I'm sure your professor understood completely, once you explained the situation.

Also, I hope the source of your distraction is more positive than negative.


It's been a craptastically tough week, but this morning was absurdly fantastic.
posted by mosch 22 February | 16:43
Do you say to yourself: "testicles, spectacles, wallet and watch"? This is the mantra I use during my patdown. I check for keys when I say testicles and a pen when I say watch, but I say it religiously.
posted by omiewise 22 February | 16:51
One morning I got up, ground some coffee, then put it in the soap dispenser of my dishwasher.
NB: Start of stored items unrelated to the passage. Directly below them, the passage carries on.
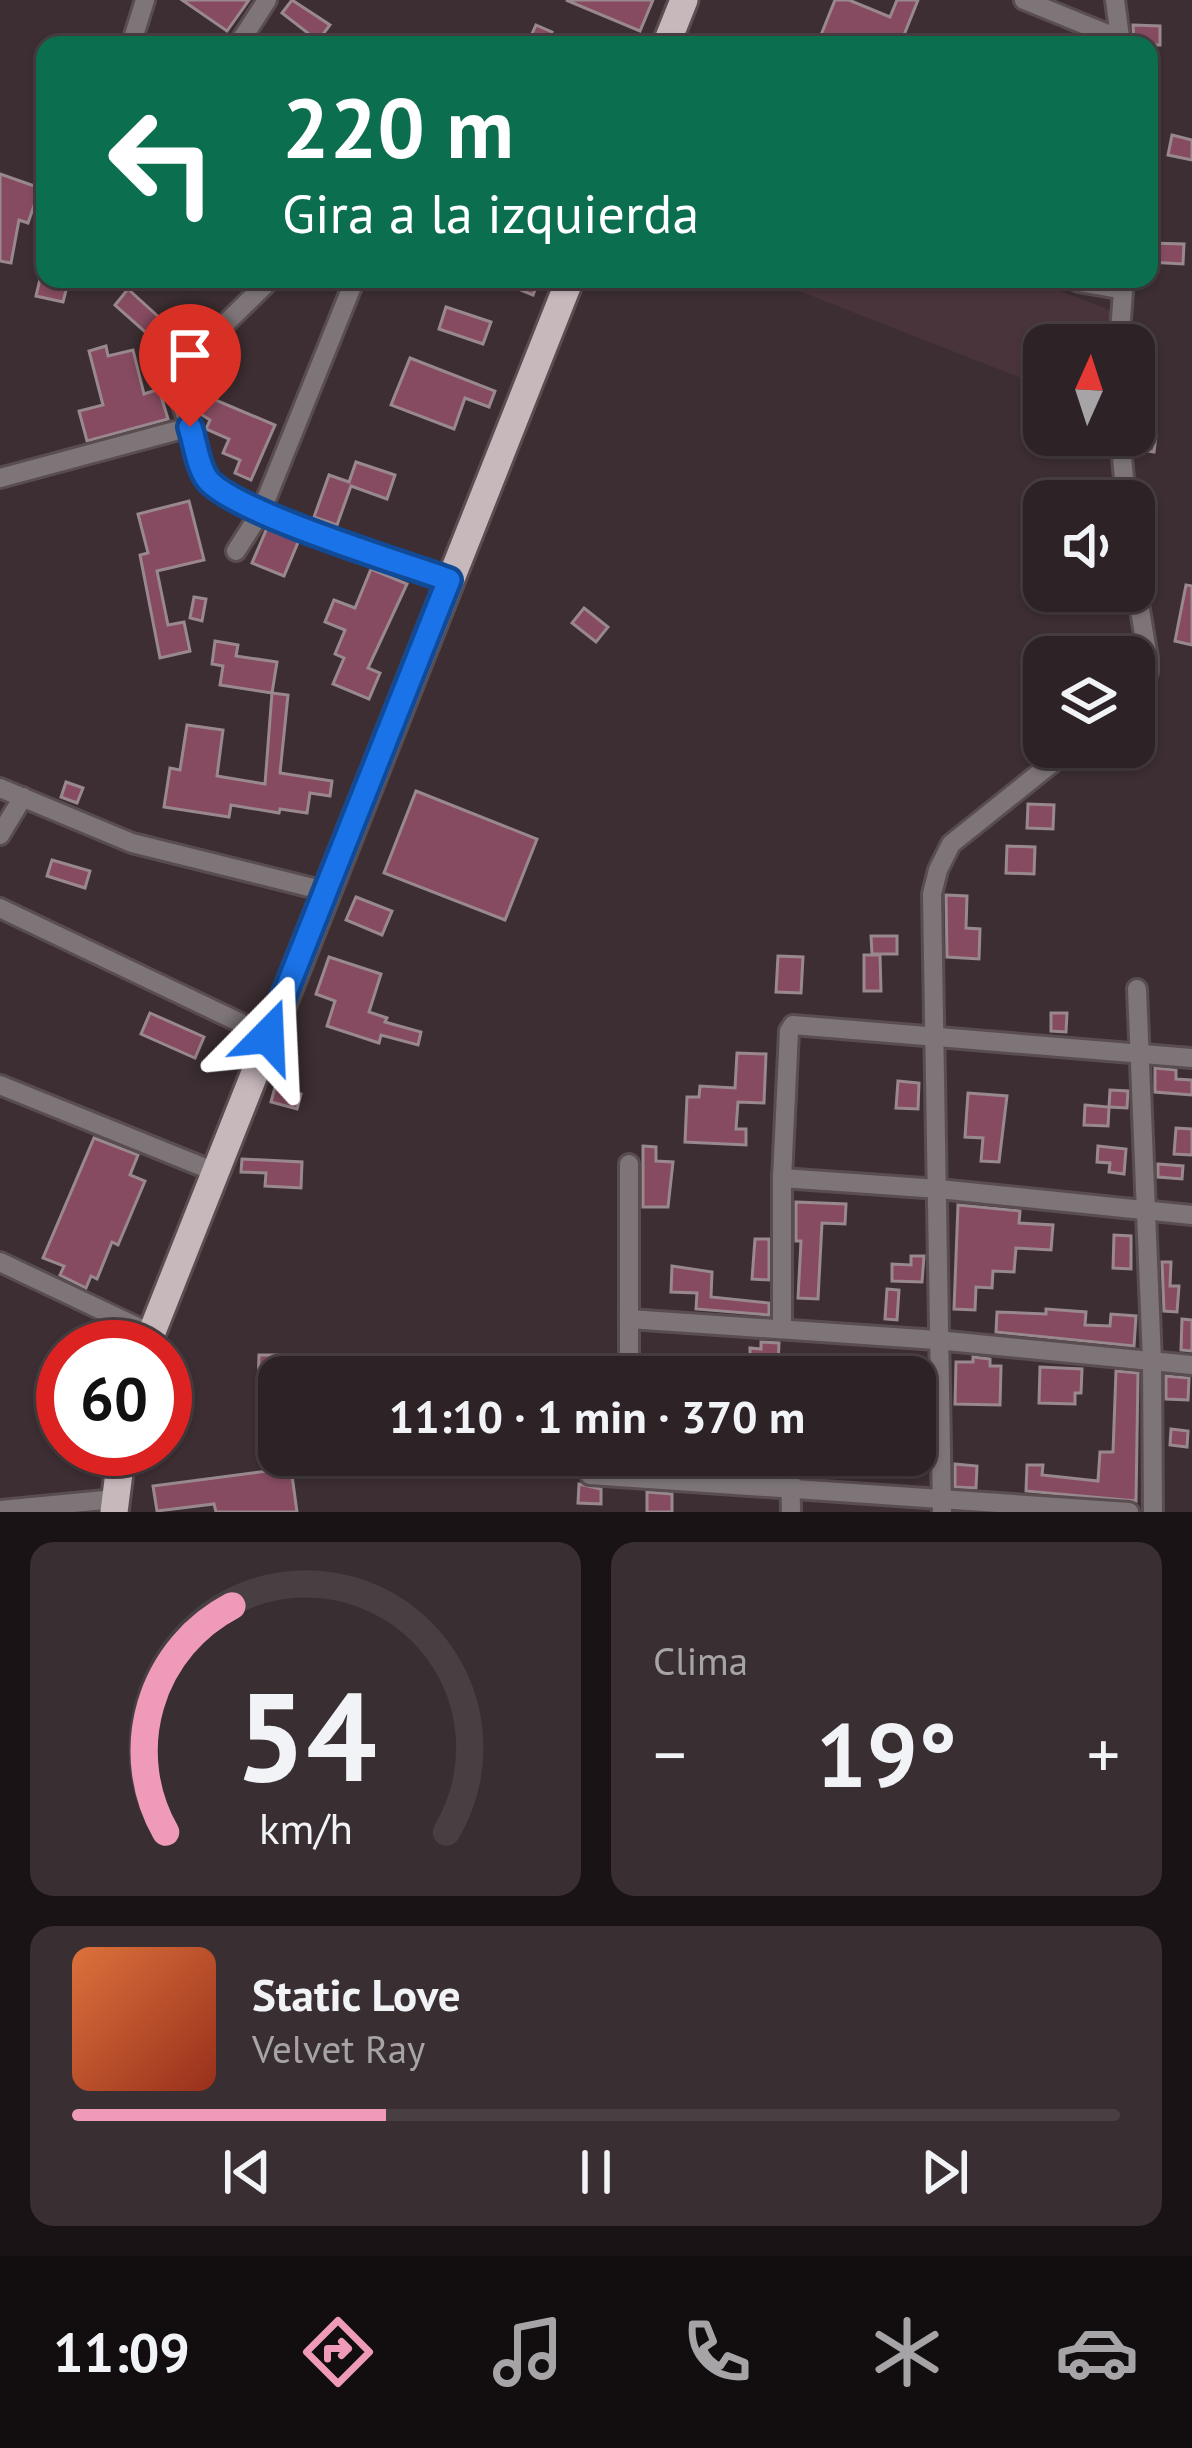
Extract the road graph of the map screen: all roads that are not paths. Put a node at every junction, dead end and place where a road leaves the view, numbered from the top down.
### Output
1 (145, 0) edge
2 (267, 0) edge
3 (684, 0) edge
4 (1024, 0) edge
5 (1115, 0) edge
6 (134, 36) edge
7 (244, 36) edge
8 (669, 36) edge
9 (1107, 36) edge
10 (1120, 36) edge
11 (263, 288) edge
12 (352, 288) edge
13 (566, 288) edge
14 (1123, 288) edge
15 (1120, 324) edge
16 (190, 427) junction
17 (0, 478) edge
18 (261, 512) junction
19 (236, 551) dead end
20 (449, 580) junction
21 (1046, 768) edge
22 (0, 788) edge
23 (23, 797) junction
24 (0, 835) edge
25 (325, 891) junction
26 (0, 908) edge
27 (1137, 989) dead end
28 (268, 1036) junction
29 (936, 1037) junction
30 (1142, 1054) junction
31 (1192, 1058) edge
32 (0, 1085) edge
33 (629, 1164) dead end
34 (213, 1171) junction
35 (782, 1178) junction
36 (939, 1189) junction
37 (1146, 1211) junction
38 (1192, 1215) edge
39 (0, 1262) edge
40 (628, 1318) junction
41 (110, 1320) edge
42 (156, 1320) edge
43 (782, 1329) junction
44 (938, 1340) junction
45 (629, 1356) edge
46 (1152, 1361) junction
47 (1192, 1365) edge
48 (710, 1476) edge
49 (791, 1476) edge
50 (791, 1487) junction
51 (942, 1504) edge
52 (114, 1505) edge
53 (0, 1510) edge
54 (791, 1512) edge
55 (1129, 1512) edge
56 (1153, 1512) edge

1 - 6 street
2 - 7 street
3 - 8 main road
4 - 9 street
5 - 10 street
11 - 16 street
12 - 18 street
13 - 20 main road
14 - 15 street
16 - 17 street
16 - 18 street
18 - 19 street
18 - 20 street
20 - 25 main road
21 - 29 street
22 - 23 street
23 - 24 street
23 - 25 street
25 - 28 main road
26 - 28 street
27 - 30 street
28 - 34 main road
29 - 30 street
29 - 35 street
29 - 36 street
30 - 31 street
30 - 37 street
32 - 34 street
33 - 40 street
34 - 42 main road
35 - 36 street
35 - 43 street
36 - 37 street
36 - 44 street
37 - 38 street
37 - 46 street
39 - 41 street
40 - 43 street
40 - 45 street
43 - 44 street
44 - 46 street
44 - 51 street
46 - 47 street
46 - 56 street
48 - 50 street
49 - 50 street
50 - 51 street
50 - 54 street
51 - 55 street
52 - 53 street

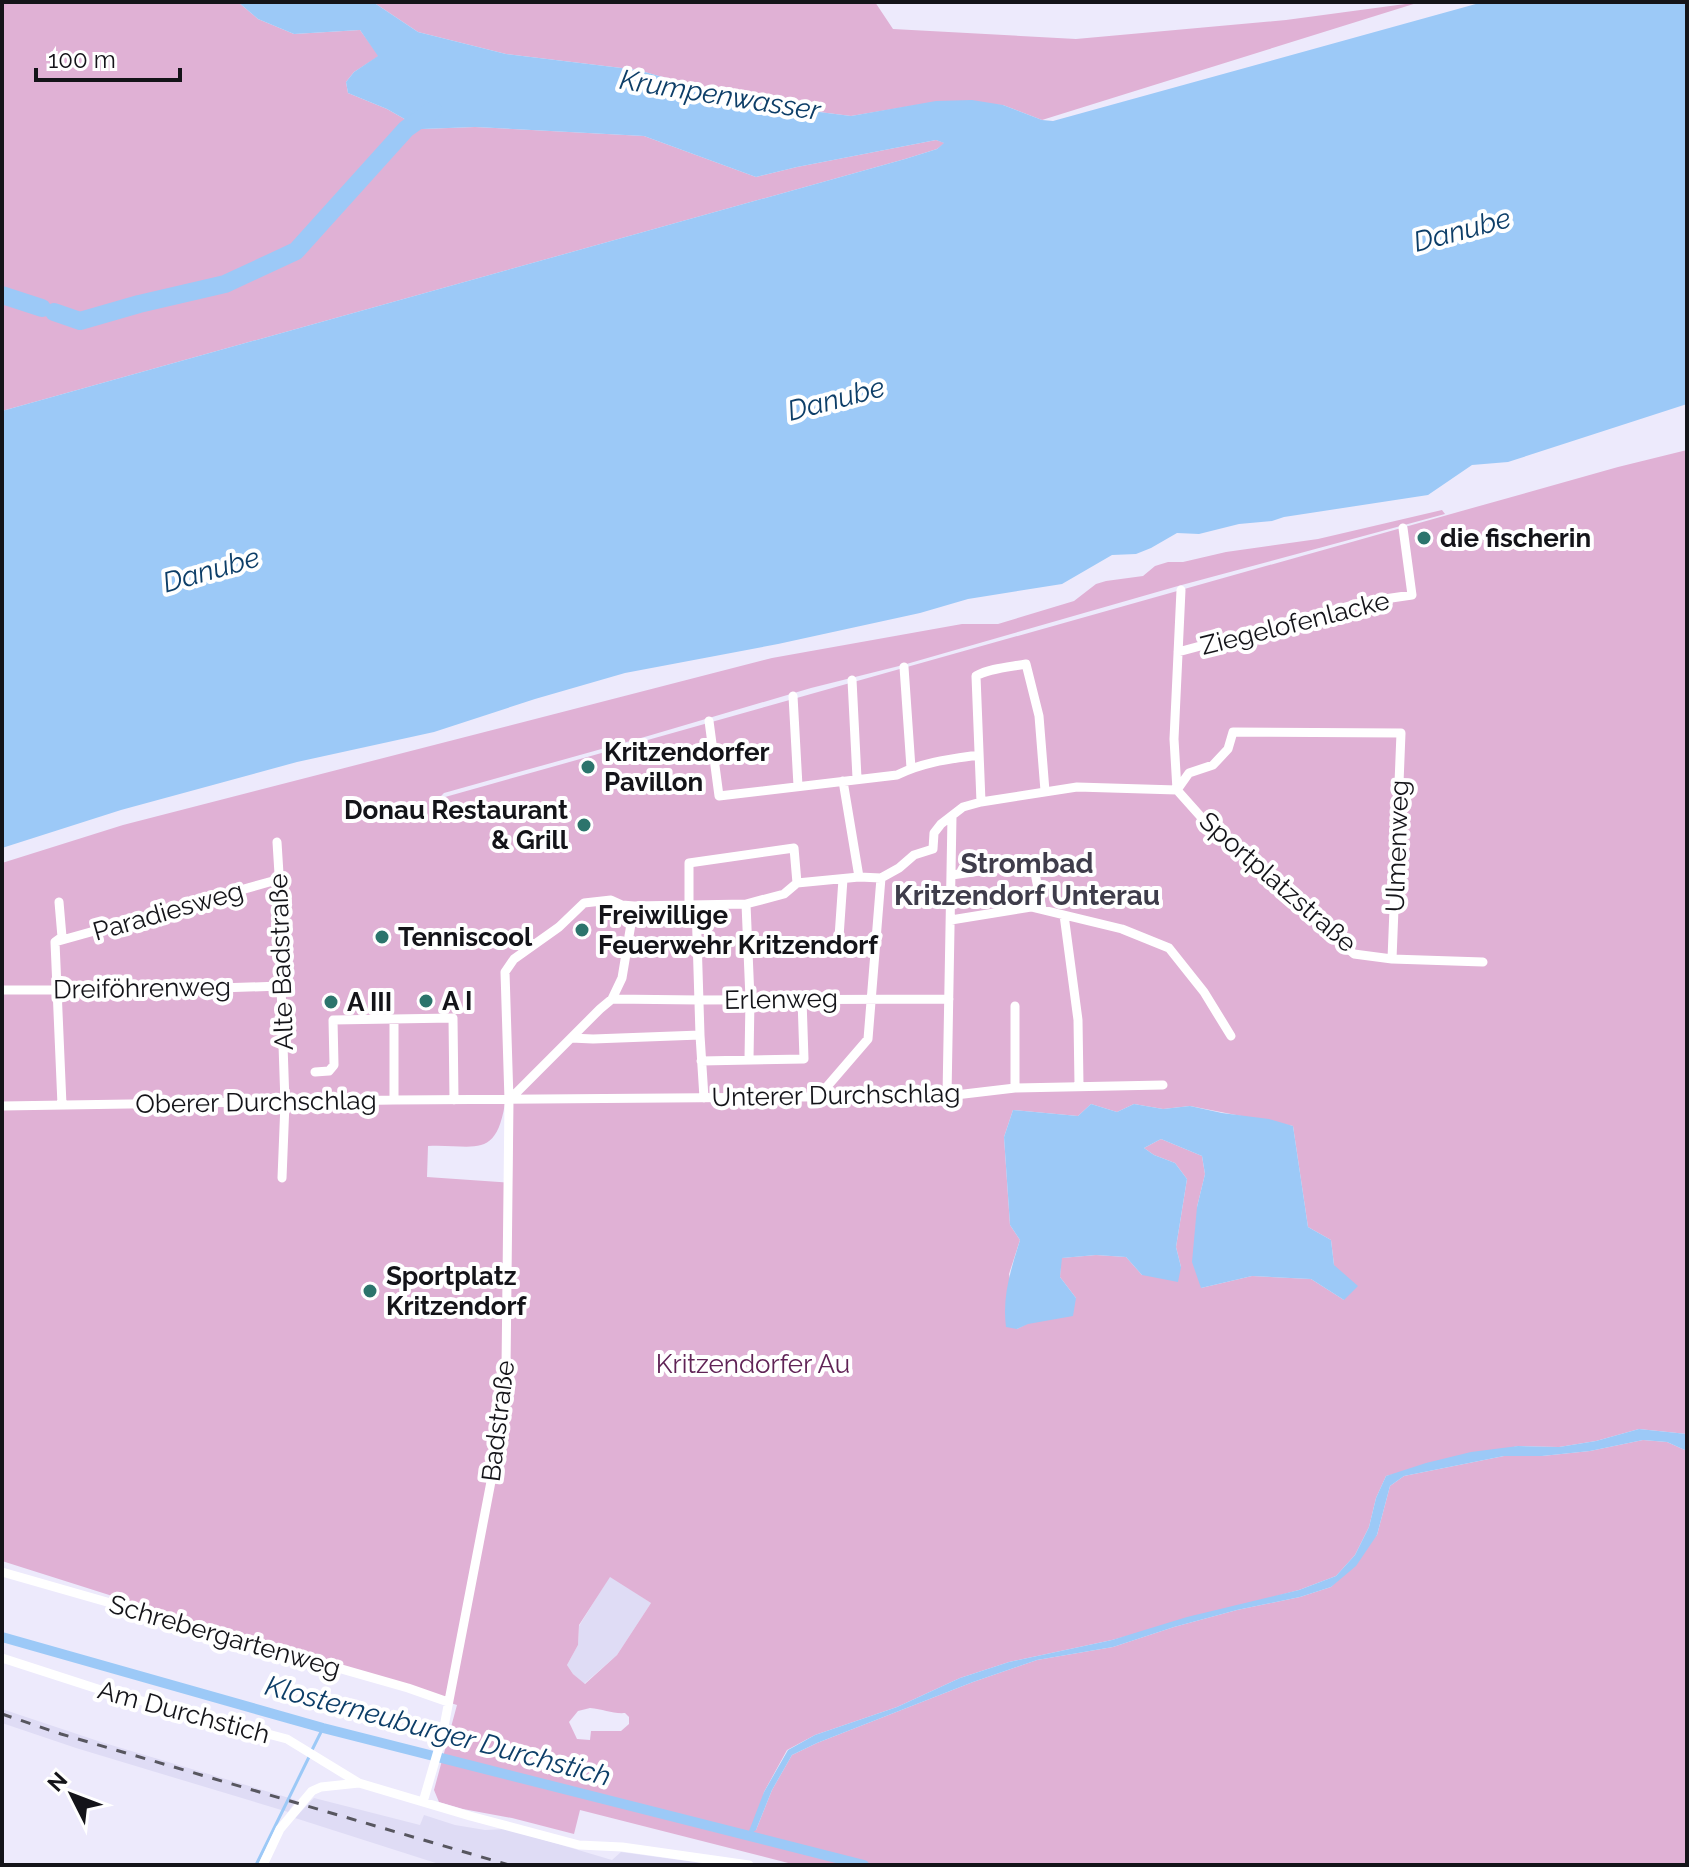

Its a conundrum: how to make coffee before you've had coffee?
posted by StickyCarpet 22 February | 17:01
hahaha, stickycarpet!

I've had mornings like that, when you're just staring at the coffeemaker, with thick, dull thoughts in your head like "that's the uh, the thing that makes the, um, the coffee-thing, the, um, the button that..um, coffee...."

HA!
posted by Lipstick Thespian 22 February | 17:14
Today mosch is the honorary Minister Of No Pants.
posted by matildaben 22 February | 17:25
I've done that several times: putting my thermals on, then my socks, then my boots, grabbing my bag, rushing to the door, looking down, realizing that there are no pants on my legs.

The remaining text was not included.